EXERCISE: Wherever the string "Close" appears in the records, return the line that holds it.

•••••

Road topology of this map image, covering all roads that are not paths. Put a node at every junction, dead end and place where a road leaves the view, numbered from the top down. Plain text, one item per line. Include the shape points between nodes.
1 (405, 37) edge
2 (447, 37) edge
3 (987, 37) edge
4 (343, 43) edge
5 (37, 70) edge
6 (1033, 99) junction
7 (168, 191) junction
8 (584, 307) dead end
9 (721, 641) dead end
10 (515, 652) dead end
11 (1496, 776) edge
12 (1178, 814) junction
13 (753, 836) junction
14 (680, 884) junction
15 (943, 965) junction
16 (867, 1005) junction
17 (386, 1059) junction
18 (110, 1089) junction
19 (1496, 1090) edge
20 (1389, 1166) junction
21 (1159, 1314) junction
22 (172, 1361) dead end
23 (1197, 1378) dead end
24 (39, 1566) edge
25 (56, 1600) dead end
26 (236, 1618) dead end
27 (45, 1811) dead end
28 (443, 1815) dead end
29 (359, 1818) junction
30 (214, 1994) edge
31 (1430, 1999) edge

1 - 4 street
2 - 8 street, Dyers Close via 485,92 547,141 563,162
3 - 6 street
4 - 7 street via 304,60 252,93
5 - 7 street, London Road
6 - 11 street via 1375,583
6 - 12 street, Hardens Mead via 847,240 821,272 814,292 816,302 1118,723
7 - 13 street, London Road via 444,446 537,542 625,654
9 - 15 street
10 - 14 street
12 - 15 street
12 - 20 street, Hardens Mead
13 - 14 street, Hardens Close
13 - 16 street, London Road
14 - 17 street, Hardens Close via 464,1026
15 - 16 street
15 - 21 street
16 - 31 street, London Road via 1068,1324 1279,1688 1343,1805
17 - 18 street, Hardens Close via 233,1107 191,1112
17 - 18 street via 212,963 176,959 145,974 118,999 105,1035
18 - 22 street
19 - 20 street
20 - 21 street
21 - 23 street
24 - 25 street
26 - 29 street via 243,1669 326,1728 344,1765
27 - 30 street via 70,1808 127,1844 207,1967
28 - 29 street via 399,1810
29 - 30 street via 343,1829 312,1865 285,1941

•••••

ANSWER BELOW:
2 - 8 street, Dyers Close via 485,92 547,141 563,162
13 - 14 street, Hardens Close
14 - 17 street, Hardens Close via 464,1026
17 - 18 street, Hardens Close via 233,1107 191,1112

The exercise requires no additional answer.